_What is needed_: Omit the pictures, then reproduce every remaining record exactly.

⁂

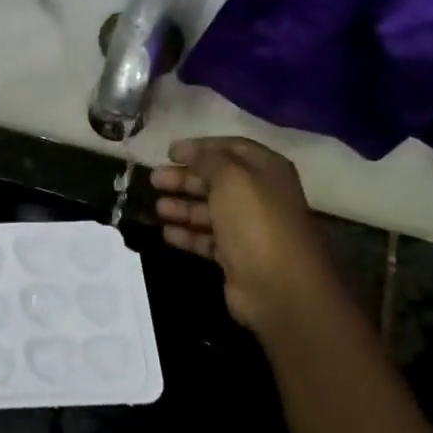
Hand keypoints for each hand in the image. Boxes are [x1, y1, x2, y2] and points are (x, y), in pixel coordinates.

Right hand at [152, 138, 337, 331]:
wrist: (278, 285)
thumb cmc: (255, 221)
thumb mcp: (231, 179)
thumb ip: (208, 160)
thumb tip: (187, 149)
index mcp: (266, 170)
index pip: (231, 148)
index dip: (200, 147)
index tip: (169, 152)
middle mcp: (259, 196)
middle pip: (217, 180)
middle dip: (185, 178)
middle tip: (154, 179)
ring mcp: (248, 228)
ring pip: (209, 211)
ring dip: (183, 206)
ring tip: (157, 207)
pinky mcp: (236, 256)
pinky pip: (207, 239)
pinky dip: (187, 234)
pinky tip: (166, 232)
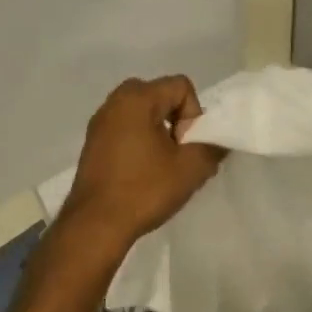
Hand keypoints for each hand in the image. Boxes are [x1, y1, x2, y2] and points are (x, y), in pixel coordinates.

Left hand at [62, 76, 224, 249]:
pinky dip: (141, 141)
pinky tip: (143, 172)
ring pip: (143, 112)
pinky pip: (126, 128)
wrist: (95, 225)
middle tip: (179, 152)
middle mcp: (114, 102)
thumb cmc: (144, 190)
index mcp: (137, 99)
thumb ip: (214, 146)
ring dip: (159, 131)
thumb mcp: (192, 168)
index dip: (194, 114)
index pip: (181, 86)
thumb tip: (219, 140)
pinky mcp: (93, 142)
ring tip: (163, 165)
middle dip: (177, 119)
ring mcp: (100, 122)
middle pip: (161, 95)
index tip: (186, 145)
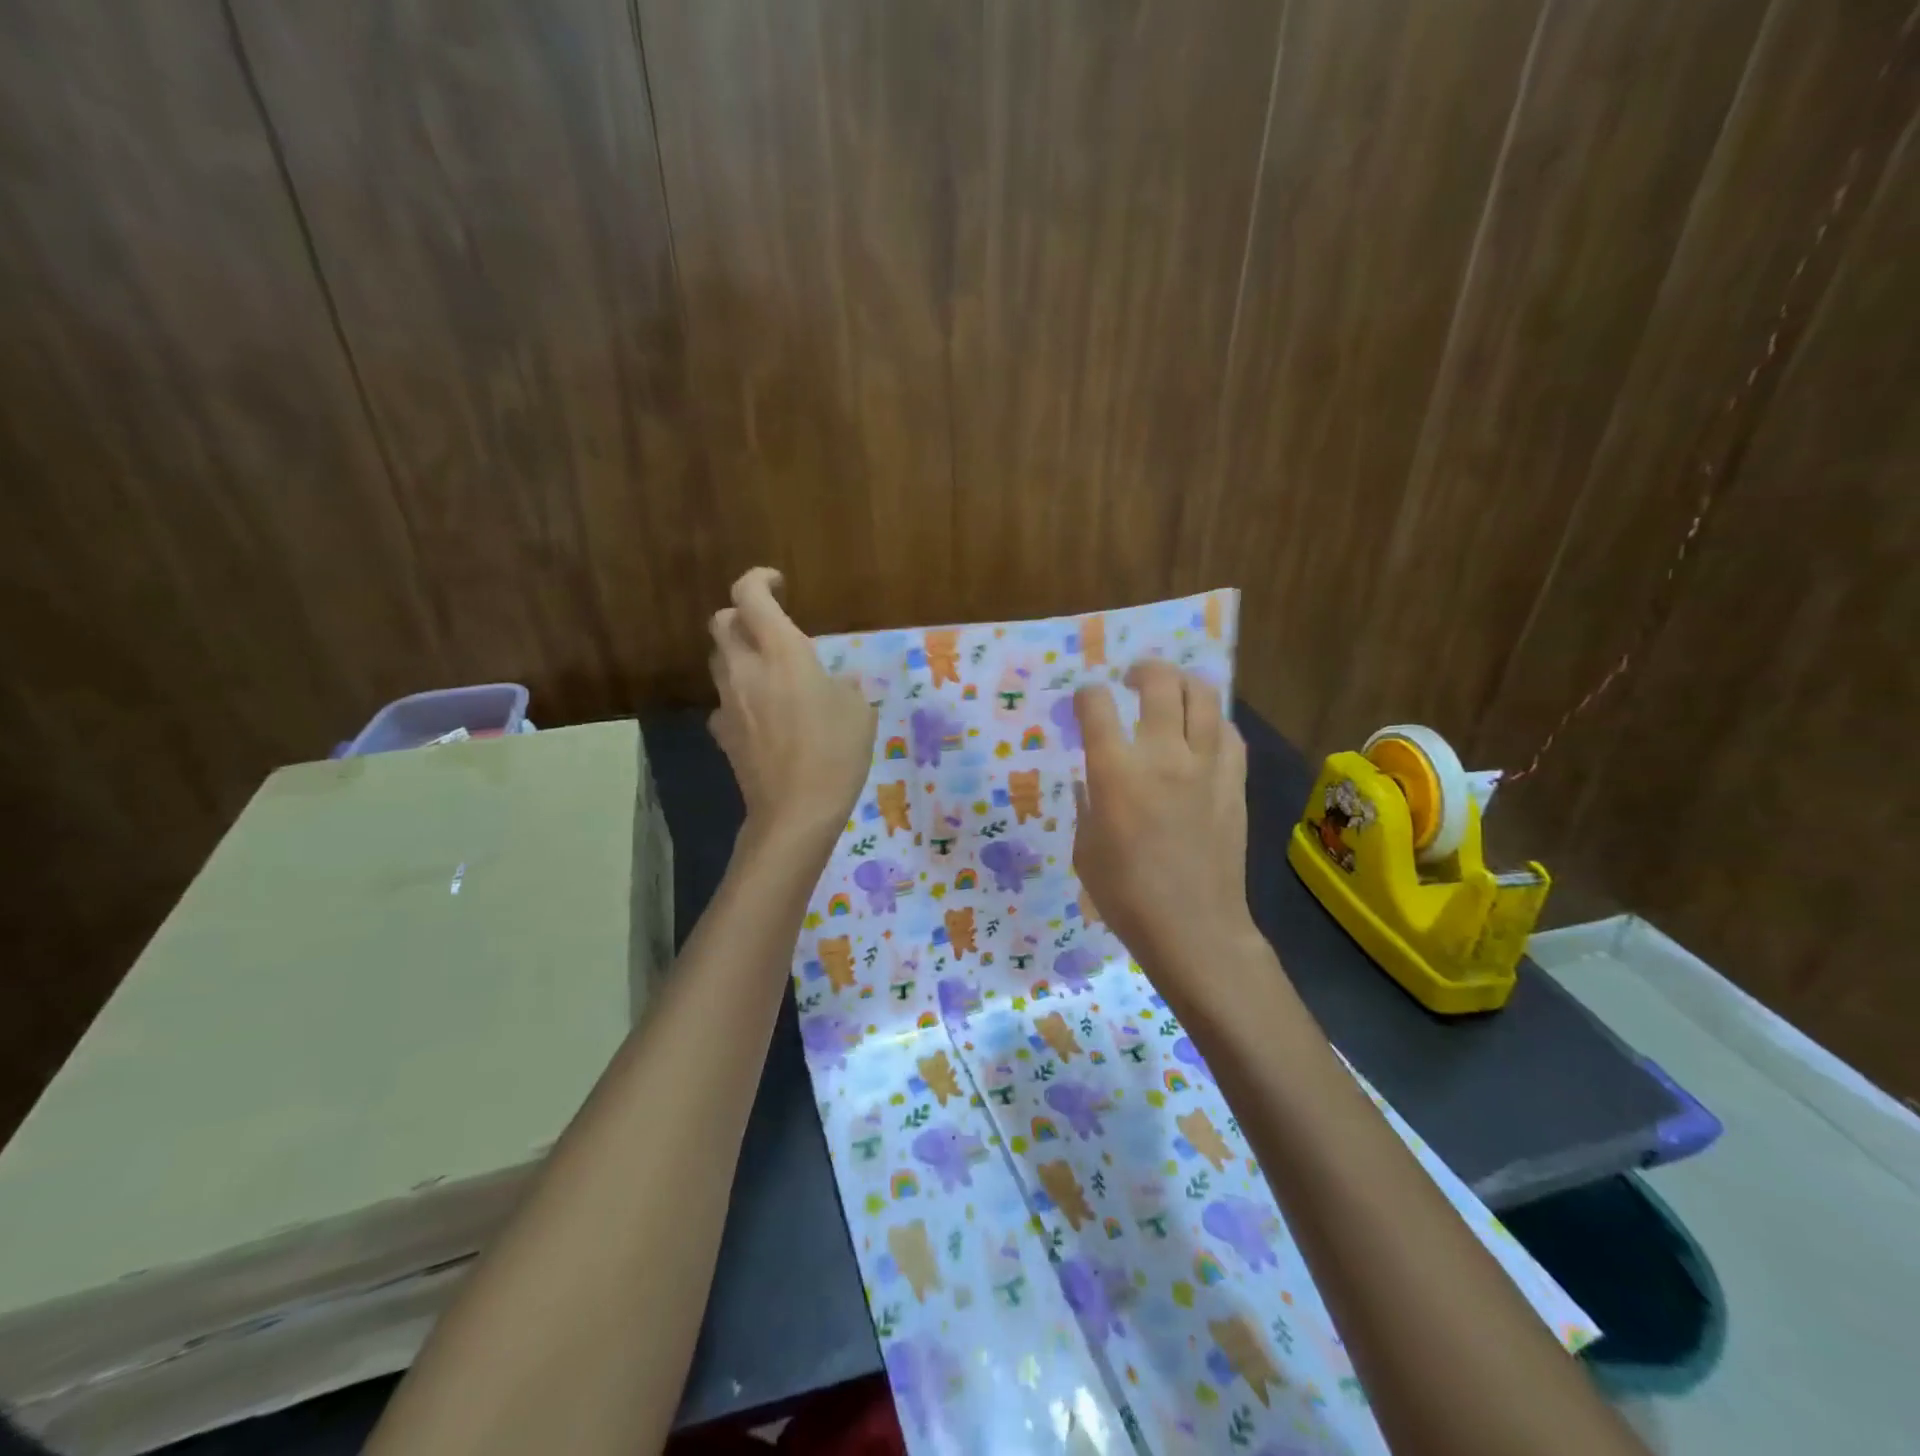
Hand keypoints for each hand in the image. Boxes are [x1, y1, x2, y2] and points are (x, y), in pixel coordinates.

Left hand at [708, 568, 875, 846]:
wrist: (796, 811)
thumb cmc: (836, 753)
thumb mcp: (859, 711)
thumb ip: (843, 685)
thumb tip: (833, 683)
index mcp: (781, 652)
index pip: (750, 595)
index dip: (759, 579)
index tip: (778, 584)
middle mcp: (746, 669)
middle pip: (722, 622)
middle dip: (742, 615)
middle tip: (770, 627)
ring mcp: (728, 702)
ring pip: (719, 660)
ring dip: (739, 654)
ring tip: (768, 670)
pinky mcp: (722, 733)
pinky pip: (724, 702)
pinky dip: (739, 697)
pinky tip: (761, 716)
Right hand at [1072, 661, 1255, 976]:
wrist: (1193, 927)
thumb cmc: (1126, 894)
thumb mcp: (1085, 848)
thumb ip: (1086, 803)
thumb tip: (1091, 778)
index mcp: (1115, 771)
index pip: (1096, 705)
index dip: (1086, 695)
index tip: (1085, 702)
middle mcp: (1162, 755)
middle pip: (1159, 682)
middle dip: (1142, 669)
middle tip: (1133, 679)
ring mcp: (1205, 765)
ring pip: (1203, 696)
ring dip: (1183, 683)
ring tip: (1172, 691)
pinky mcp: (1234, 782)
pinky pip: (1230, 732)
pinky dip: (1213, 721)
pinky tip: (1203, 732)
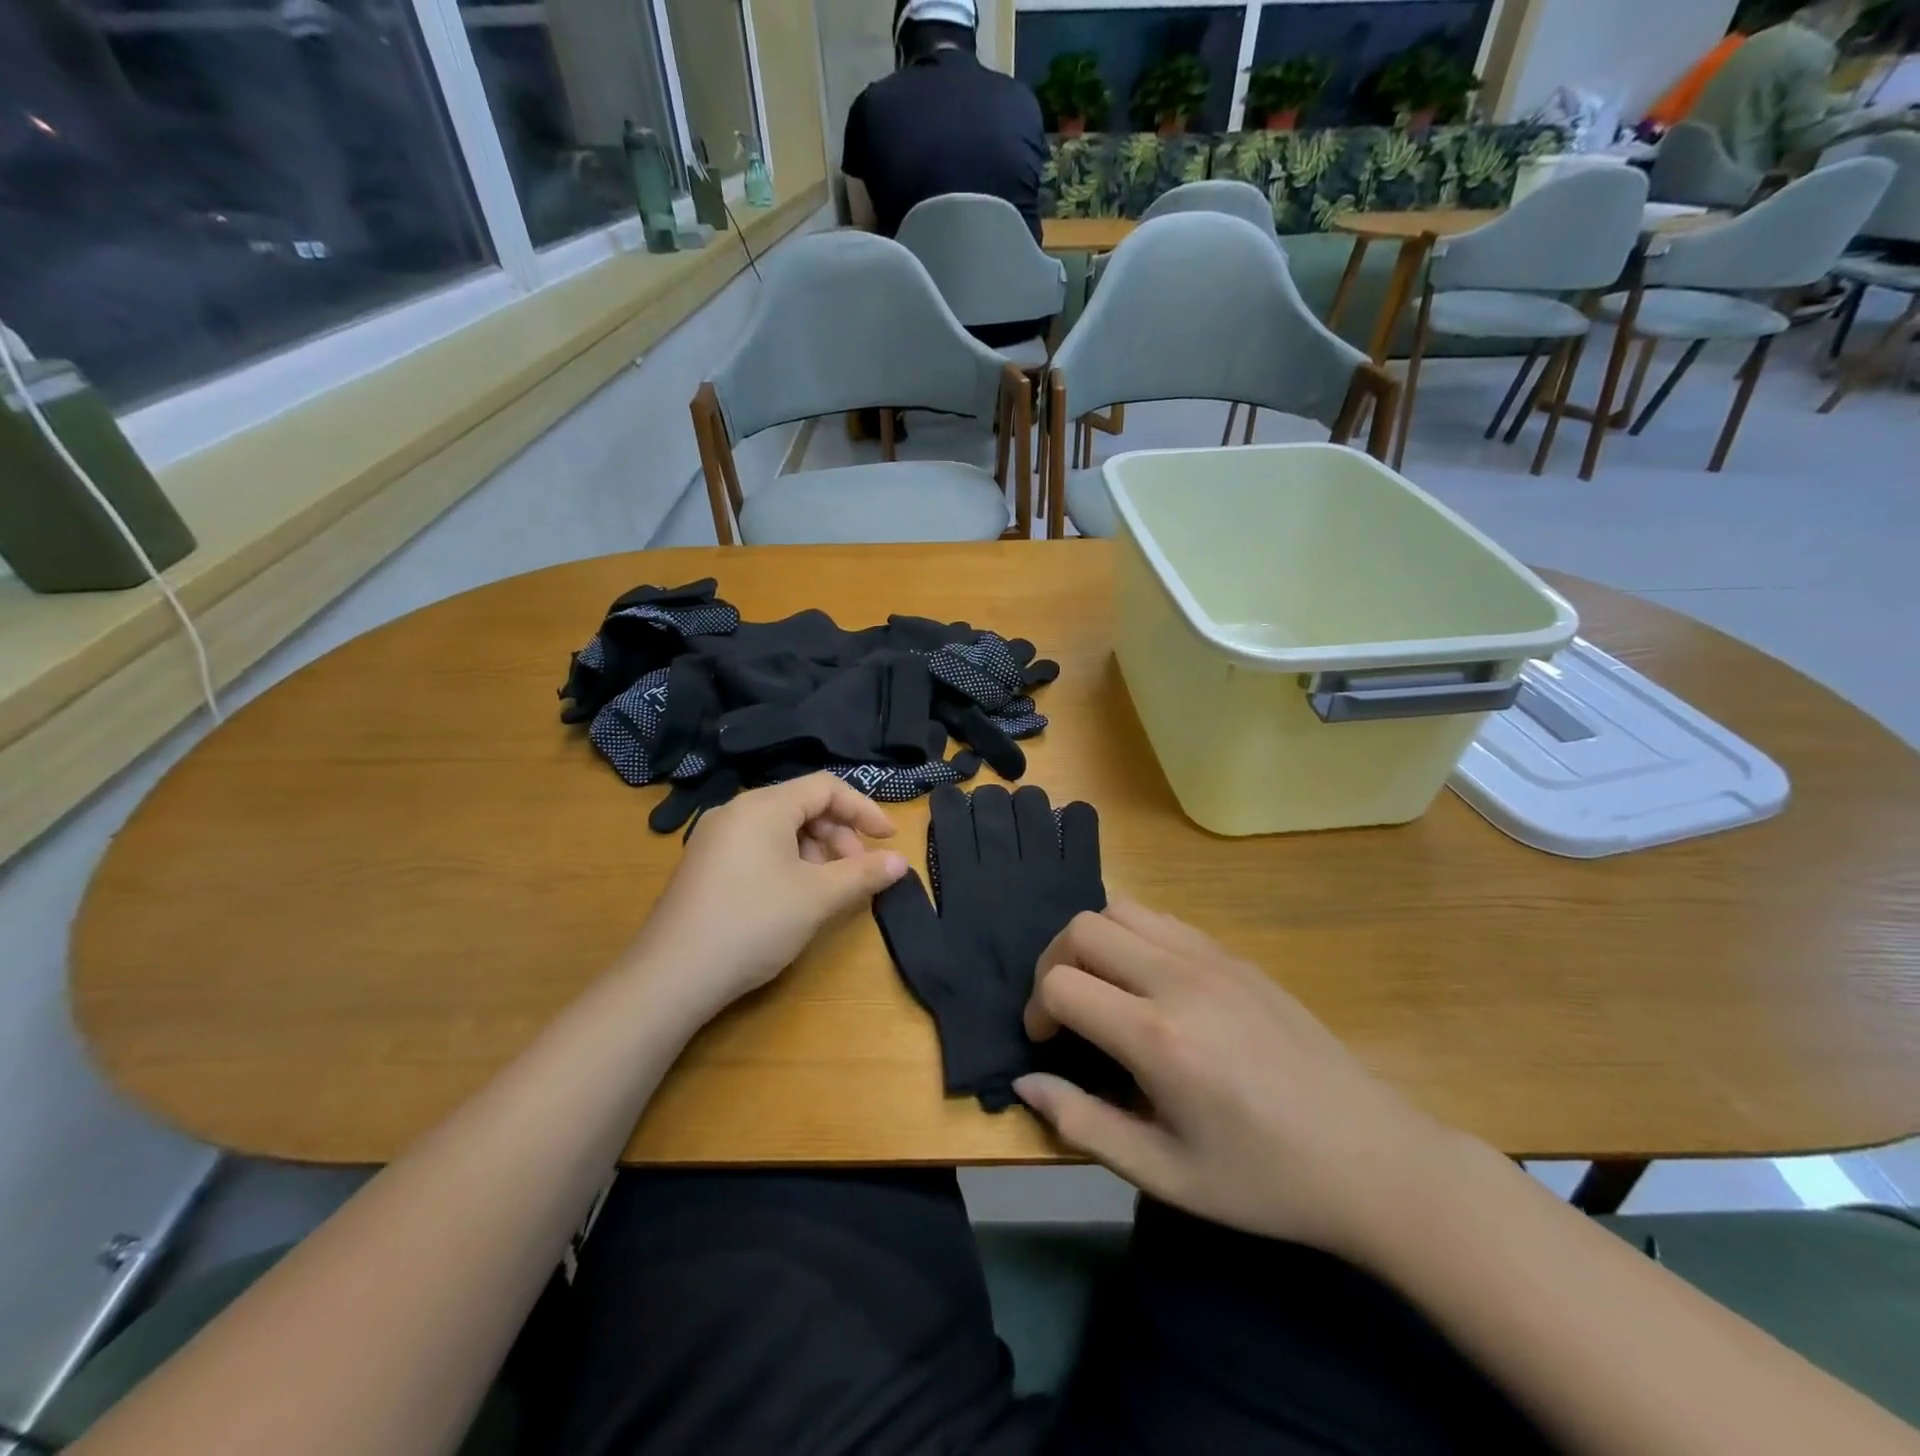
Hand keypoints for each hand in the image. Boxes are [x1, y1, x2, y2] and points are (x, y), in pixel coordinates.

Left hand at [625, 774, 907, 1018]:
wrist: (671, 976)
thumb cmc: (753, 923)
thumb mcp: (817, 898)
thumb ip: (863, 874)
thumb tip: (901, 862)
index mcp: (763, 806)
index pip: (826, 787)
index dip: (863, 809)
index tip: (889, 838)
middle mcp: (737, 811)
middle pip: (803, 805)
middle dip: (839, 834)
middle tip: (857, 872)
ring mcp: (716, 838)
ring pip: (781, 828)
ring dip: (816, 851)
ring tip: (828, 888)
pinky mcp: (706, 864)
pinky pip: (759, 846)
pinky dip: (789, 861)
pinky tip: (795, 896)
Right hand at [1014, 900, 1451, 1265]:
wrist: (1370, 1158)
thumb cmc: (1262, 1179)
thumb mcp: (1163, 1174)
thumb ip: (1083, 1123)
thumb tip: (1025, 1083)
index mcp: (1158, 1036)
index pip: (1062, 982)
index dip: (1037, 1009)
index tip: (1047, 1042)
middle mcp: (1178, 979)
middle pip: (1083, 927)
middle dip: (1054, 962)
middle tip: (1065, 1010)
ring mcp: (1211, 958)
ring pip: (1121, 908)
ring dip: (1093, 941)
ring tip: (1102, 988)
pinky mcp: (1235, 955)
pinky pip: (1163, 919)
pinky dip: (1134, 936)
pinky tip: (1149, 982)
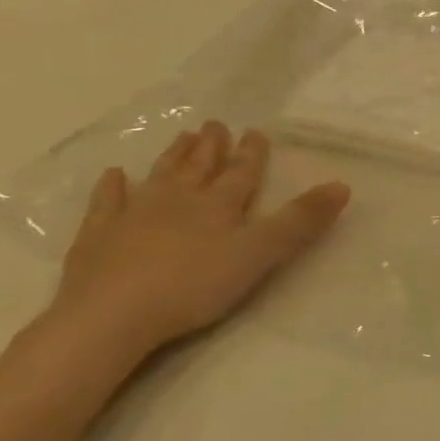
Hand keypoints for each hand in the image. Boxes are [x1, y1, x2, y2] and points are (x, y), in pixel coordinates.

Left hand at [50, 121, 349, 361]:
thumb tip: (342, 185)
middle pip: (199, 168)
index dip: (251, 154)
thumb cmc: (193, 285)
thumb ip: (300, 221)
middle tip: (215, 124)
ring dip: (173, 157)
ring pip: (159, 177)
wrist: (110, 315)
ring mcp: (133, 215)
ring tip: (183, 137)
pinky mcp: (97, 237)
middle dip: (211, 147)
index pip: (240, 173)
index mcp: (218, 205)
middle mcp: (177, 201)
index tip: (255, 131)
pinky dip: (111, 187)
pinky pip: (106, 204)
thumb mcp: (259, 254)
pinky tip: (114, 175)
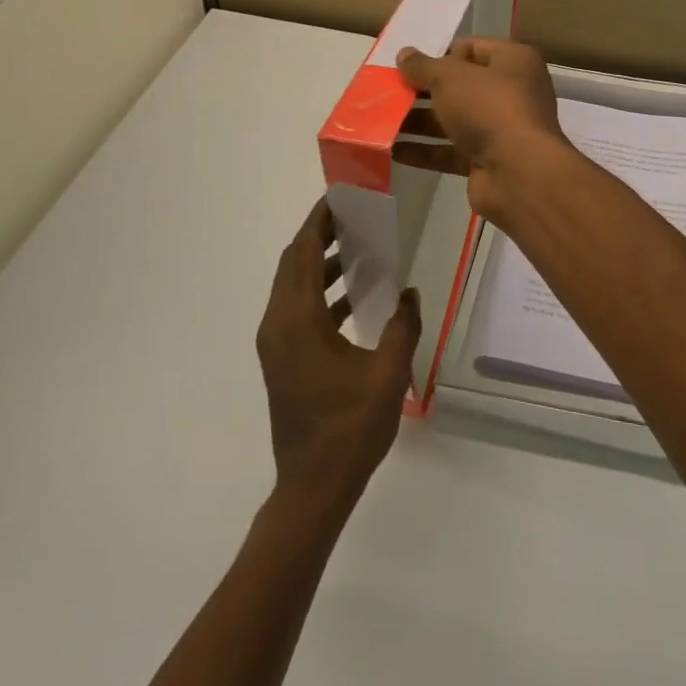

⁂

_Result of the task_:
Hand keypoints for each hand in the image. Boxes are [x1, y1, x2, y2] and points are (x, y), in pixel coordinates.

Right hand at [152, 138, 337, 331]:
wrist: (278, 285)
thumb cmc: (255, 221)
thumb mcp: (231, 179)
thumb ip: (208, 160)
thumb tip: (187, 149)
index mcp: (266, 170)
index pip: (231, 148)
index dip: (200, 147)
index tip: (169, 152)
middle mcp: (259, 196)
middle pip: (217, 180)
middle dip: (185, 178)
middle tip: (154, 179)
ring mcp: (248, 228)
ring pip: (209, 211)
ring dip: (183, 206)
ring tip: (157, 207)
pinky mcp: (236, 256)
pinky pip: (207, 239)
pinky dip: (187, 234)
pinky tip: (166, 232)
Hand keypoints for each hand in the image. Boxes are [x1, y1, x2, y2] and points are (x, y), in pixel coordinates.

Left hand at [62, 76, 224, 249]:
pinky dip: (141, 141)
pinky tip: (143, 172)
ring pip: (143, 112)
pinky pip: (126, 128)
wrist: (95, 225)
middle tip: (179, 152)
middle mcp: (114, 102)
thumb cmc: (144, 190)
index mcp: (137, 99)
thumb ip: (214, 146)
ring dip: (159, 131)
thumb mcp: (192, 168)
index dip: (194, 114)
index pip: (181, 86)
thumb tip: (219, 140)
pinky mcp: (93, 142)
ring tip: (163, 165)
middle dip: (177, 119)
ring mcp: (100, 122)
middle pip: (161, 95)
index tip: (186, 145)
Hand keypoints for each hand in the image. Boxes are [x1, y1, x2, y2] and points are (x, y), in pixel coordinates.

Left hand at [708, 568, 875, 846]:
wrist: (796, 811)
thumb cmc: (836, 753)
thumb mcp: (859, 711)
thumb ip: (843, 685)
thumb tip: (833, 683)
index mcp: (781, 652)
index pip: (750, 595)
index dip: (759, 579)
index tip: (778, 584)
middle mcp: (746, 669)
middle pip: (722, 622)
middle dip: (742, 615)
middle tip: (770, 627)
ring mcp: (728, 702)
ring pip: (719, 660)
ring dip: (739, 654)
ring tip: (768, 670)
pinky mcp: (722, 733)
pinky pip: (724, 702)
pinky dip: (739, 697)
pinky tip: (761, 716)
Right hand at [1072, 661, 1255, 976]:
wrist: (1193, 927)
thumb cmc: (1126, 894)
thumb mcp: (1085, 848)
thumb ip: (1086, 803)
thumb tip: (1091, 778)
index mcp: (1115, 771)
index pip: (1096, 705)
index dip: (1086, 695)
index tip: (1085, 702)
middle mcp: (1162, 755)
middle pip: (1159, 682)
middle dip: (1142, 669)
middle tip: (1133, 679)
ring mcp: (1205, 765)
ring pip: (1203, 696)
ring dip: (1183, 683)
ring tip: (1172, 691)
pinky mcp: (1234, 782)
pinky pip: (1230, 732)
pinky dip: (1213, 721)
pinky tip: (1203, 732)
Hand keypoints for each hand in the image. Boxes are [x1, y1, x2, y2] and points are (x, y), in pixel coordinates.

Left hand at [625, 774, 907, 1018]:
wrist: (671, 976)
thumb cmc: (753, 923)
thumb mcp: (817, 898)
thumb ip: (863, 874)
thumb tip: (901, 862)
index mcp: (763, 806)
index pip: (826, 787)
index dip: (863, 809)
index tip: (889, 838)
middle mcp: (737, 811)
middle pip: (803, 805)
middle dip: (839, 834)
middle tip: (857, 872)
ring mcp: (716, 838)
ring pip: (781, 828)
ring dip: (816, 851)
ring tip: (828, 888)
pinky mcp: (706, 864)
pinky pip: (759, 846)
pinky dip: (789, 861)
pinky tip: (795, 896)
Right hand at [1014, 900, 1451, 1265]:
wrist: (1370, 1158)
thumb cmc: (1262, 1179)
thumb mcp: (1163, 1174)
thumb ip: (1083, 1123)
thumb tip: (1025, 1083)
index mcp: (1158, 1036)
index pip: (1062, 982)
index dip: (1037, 1009)
index tip: (1047, 1042)
middle mcp: (1178, 979)
middle pip: (1083, 927)
middle dip: (1054, 962)
middle tip: (1065, 1010)
ring mcp: (1211, 958)
ring pip: (1121, 908)
ring dip: (1093, 941)
ring tip: (1102, 988)
pinky mcp: (1235, 955)
pinky pip: (1163, 919)
pinky dip: (1134, 936)
pinky tip: (1149, 982)
Hand keypoints for each hand in the image. Boxes are [x1, y1, x2, y2] and points are (x, y), in pixel coordinates.

Left hand at [50, 121, 349, 361]:
thumb tip: (342, 185)
middle pip: (199, 168)
index dip: (251, 154)
thumb cmc: (193, 285)
thumb ip: (300, 221)
middle tip: (215, 124)
ring dip: (173, 157)
ring pip: (159, 177)
wrist: (110, 315)
ring mcp: (133, 215)
ring tip: (183, 137)
pinky mcp: (97, 237)
middle dip: (211, 147)
index pip: (240, 173)
index mcp: (218, 205)
middle mcp: (177, 201)
index tip: (255, 131)
pinky dip: (111, 187)
pinky pip: (106, 204)
thumb mcp: (259, 254)
pinky tip: (114, 175)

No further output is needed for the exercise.